41:10: Art addresses how muscle development aids the immune system and how strength is probably the best predictor of a person’s future longevity.

44:13: Ken asks Art to expand on his comments that body composition is one of the best predictors of longevity.

46:25: Ken and Art talk about sarcopenia, the age-related loss of lean muscle mass, strength and functionality, and how baby boomers are looking for ways to fend it off.

50:22: Dawn asks Art to talk about the notion of hierarchical sets in weightlifting and what might account for their effectiveness.

52:55: Art describes his current exercise routine.

55:54 Dawn, Ken and Art discuss the negative impacts of marathons, triathlons and other inefficient training regimens.

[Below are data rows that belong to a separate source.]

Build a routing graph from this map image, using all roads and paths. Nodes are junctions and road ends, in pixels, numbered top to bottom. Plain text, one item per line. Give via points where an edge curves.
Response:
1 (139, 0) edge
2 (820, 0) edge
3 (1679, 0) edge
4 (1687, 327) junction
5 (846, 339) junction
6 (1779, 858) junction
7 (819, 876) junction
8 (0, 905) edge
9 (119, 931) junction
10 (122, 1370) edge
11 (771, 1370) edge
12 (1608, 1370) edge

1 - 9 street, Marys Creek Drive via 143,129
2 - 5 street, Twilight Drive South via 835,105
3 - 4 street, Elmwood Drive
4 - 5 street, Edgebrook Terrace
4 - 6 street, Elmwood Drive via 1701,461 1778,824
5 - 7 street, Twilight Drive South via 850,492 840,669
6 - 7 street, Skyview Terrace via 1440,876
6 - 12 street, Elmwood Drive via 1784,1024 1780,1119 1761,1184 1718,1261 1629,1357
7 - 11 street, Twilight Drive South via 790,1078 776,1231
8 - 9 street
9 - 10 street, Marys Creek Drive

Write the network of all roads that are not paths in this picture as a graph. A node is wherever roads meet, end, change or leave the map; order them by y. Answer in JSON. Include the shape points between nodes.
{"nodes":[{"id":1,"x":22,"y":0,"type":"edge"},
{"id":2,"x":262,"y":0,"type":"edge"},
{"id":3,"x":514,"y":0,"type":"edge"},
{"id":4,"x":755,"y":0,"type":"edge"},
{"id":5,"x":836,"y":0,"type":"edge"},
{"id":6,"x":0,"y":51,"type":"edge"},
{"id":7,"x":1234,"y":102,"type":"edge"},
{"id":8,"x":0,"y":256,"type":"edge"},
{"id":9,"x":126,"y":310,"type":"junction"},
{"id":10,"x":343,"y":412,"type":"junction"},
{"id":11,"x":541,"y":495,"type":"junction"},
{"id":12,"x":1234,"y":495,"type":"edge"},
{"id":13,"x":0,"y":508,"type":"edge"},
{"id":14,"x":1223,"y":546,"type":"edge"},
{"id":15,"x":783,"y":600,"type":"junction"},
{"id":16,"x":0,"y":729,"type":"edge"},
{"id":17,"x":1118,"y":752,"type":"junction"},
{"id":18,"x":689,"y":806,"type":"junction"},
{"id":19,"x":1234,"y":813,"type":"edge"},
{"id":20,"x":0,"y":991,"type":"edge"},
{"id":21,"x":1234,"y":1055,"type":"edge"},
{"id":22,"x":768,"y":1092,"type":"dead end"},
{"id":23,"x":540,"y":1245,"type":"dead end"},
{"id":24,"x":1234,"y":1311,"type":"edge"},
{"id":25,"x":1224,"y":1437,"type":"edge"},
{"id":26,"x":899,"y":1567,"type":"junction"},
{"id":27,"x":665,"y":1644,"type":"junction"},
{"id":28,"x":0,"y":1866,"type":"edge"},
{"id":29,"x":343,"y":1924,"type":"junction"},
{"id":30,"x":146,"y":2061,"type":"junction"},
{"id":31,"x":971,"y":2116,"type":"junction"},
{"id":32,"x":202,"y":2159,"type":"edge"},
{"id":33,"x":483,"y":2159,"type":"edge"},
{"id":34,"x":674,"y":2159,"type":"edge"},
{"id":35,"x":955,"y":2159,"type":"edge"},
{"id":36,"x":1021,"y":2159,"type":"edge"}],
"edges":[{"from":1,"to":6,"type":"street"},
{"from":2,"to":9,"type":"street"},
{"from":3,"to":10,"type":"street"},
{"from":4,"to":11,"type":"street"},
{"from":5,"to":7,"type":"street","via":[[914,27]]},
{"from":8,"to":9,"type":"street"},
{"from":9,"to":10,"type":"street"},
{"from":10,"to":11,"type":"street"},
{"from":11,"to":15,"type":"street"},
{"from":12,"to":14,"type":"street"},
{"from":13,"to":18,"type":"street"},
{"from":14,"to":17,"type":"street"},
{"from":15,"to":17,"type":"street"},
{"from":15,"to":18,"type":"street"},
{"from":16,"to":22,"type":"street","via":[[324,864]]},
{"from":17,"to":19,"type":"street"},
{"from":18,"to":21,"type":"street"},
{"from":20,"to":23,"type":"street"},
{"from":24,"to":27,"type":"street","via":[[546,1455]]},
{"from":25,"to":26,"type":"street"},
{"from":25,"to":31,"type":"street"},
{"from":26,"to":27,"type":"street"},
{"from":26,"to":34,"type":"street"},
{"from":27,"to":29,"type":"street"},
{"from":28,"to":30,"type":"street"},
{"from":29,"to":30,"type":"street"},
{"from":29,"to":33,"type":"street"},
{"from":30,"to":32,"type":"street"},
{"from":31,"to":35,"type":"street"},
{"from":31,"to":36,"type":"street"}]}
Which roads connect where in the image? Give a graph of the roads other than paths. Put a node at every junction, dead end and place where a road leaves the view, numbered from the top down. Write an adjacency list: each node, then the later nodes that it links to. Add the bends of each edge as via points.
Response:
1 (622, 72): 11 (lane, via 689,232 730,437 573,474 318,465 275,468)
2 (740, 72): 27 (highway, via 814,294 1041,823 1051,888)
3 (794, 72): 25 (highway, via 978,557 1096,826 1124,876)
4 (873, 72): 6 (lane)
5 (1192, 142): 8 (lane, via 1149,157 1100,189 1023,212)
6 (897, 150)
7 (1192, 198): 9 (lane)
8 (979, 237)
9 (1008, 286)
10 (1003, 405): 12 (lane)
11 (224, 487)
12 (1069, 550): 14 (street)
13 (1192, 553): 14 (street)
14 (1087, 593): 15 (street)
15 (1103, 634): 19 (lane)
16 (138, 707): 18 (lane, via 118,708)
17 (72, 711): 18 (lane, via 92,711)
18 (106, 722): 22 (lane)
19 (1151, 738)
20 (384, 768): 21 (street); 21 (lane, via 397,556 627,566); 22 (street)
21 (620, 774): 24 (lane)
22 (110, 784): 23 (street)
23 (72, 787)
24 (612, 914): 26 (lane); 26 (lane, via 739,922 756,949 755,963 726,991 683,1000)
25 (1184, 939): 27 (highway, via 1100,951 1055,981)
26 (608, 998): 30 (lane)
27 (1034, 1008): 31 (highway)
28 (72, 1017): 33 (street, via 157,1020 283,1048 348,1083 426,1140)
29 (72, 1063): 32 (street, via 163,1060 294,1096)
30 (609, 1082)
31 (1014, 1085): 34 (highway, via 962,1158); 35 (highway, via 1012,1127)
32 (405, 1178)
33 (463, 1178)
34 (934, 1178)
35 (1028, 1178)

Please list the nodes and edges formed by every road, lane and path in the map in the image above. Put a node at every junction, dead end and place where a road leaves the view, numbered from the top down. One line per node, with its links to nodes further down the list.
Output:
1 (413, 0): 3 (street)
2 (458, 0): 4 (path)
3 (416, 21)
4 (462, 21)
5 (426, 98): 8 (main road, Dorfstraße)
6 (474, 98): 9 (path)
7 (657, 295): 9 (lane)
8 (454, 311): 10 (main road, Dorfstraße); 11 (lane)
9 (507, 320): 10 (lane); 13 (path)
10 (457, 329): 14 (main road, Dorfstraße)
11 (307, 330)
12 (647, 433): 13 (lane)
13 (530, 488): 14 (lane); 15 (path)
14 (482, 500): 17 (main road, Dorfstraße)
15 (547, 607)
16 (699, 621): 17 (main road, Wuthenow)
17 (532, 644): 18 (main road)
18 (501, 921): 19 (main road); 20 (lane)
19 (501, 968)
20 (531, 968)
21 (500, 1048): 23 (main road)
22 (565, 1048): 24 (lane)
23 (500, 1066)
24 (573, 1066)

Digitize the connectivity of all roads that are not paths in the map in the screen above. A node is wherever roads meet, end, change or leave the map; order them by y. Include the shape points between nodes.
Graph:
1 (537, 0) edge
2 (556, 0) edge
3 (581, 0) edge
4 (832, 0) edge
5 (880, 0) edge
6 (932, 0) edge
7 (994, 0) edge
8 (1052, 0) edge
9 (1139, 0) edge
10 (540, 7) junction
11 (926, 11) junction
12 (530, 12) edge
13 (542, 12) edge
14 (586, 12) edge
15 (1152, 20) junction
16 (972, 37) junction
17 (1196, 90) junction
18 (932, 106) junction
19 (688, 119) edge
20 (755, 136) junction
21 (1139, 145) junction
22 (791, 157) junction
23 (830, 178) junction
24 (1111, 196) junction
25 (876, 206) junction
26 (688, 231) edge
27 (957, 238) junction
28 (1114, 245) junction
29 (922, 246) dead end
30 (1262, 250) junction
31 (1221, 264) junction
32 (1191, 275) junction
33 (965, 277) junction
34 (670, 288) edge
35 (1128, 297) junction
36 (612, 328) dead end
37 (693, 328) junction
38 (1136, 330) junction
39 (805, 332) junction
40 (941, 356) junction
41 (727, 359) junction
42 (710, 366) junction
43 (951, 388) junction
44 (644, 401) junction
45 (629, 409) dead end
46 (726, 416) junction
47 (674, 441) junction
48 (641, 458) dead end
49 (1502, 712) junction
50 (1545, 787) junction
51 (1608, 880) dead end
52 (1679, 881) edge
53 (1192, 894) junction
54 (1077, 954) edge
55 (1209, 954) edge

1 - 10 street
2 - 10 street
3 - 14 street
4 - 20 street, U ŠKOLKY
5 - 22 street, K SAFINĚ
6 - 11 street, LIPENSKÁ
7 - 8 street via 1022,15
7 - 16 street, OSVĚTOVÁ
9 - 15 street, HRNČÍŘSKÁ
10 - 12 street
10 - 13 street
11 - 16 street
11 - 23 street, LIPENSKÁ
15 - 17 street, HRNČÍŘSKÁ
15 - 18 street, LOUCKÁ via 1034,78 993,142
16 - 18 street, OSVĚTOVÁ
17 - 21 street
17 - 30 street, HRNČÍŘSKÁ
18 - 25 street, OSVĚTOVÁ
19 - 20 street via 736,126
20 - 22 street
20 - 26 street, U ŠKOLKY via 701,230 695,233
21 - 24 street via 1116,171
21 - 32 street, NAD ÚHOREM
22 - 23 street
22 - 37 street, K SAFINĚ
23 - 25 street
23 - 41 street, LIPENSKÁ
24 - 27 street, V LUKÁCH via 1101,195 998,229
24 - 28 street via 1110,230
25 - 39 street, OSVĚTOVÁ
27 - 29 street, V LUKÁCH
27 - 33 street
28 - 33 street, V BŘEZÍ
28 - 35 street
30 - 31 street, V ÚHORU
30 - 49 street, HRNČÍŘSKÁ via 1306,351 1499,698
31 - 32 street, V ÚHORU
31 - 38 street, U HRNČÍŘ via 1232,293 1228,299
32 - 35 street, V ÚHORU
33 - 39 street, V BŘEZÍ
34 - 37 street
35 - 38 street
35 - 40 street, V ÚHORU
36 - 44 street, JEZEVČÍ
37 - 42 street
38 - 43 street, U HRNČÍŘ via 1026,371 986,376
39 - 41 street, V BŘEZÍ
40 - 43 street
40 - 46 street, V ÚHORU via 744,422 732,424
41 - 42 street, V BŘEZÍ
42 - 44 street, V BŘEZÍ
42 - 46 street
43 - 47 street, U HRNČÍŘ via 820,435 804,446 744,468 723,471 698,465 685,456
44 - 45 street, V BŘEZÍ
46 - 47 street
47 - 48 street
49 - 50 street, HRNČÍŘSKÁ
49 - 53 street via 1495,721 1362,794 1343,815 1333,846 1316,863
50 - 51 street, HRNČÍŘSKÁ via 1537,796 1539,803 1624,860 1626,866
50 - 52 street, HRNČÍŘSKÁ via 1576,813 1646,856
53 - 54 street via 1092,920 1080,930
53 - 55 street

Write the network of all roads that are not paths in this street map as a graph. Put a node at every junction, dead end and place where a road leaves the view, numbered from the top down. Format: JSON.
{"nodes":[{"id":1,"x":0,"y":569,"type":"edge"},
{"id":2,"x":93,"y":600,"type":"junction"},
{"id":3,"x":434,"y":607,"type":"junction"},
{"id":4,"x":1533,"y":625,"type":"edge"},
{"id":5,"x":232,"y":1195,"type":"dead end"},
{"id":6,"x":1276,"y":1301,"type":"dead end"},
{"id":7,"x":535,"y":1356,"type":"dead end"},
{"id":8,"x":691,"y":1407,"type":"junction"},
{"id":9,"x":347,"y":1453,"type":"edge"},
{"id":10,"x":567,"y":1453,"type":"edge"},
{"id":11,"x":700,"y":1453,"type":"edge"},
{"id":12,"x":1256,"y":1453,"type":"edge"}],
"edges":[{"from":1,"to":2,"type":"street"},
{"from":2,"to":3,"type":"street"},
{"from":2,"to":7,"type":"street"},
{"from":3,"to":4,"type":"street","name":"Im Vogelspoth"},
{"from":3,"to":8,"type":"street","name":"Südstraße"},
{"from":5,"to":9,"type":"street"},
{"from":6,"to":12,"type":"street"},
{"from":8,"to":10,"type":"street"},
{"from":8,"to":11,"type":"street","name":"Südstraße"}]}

58:18: When Dawn asks Art to share his views about the best way for older people to maintain their fast-twitch muscles, he points out that it’s possible for people to double their strength even at age 90.

1:00:39: Art expands upon his thoughts about sarcopenia and how it’s driven by general anabolic resistance. “You’re either building new cells or you’re removing damaged ones and regenerating them,” he says.

1:05:25: Ken asks Art for his thoughts on beta hydroxyl butyrate induced HDAC inhibition in treating diseases and extending longevity.

1:09:14: Art talks about antagonizing the body through fasting, semi-starvation, and intense exercise as ways to prolong longevity.

1:10:07: Dawn asks art about the evidence to support that humans were grazers.

1:12:39: Art explains his thoughts about pre- and post-workout nutrition.

1:15:56: Art gives an overview of the new book he is writing.

1:19:27: Art doesn’t think people appreciate the robust survival capacity they have, which they inherited from their Ice Age ancestors.

1:21:51: Dawn thanks Art for an interview that she describes as great fun and signs off.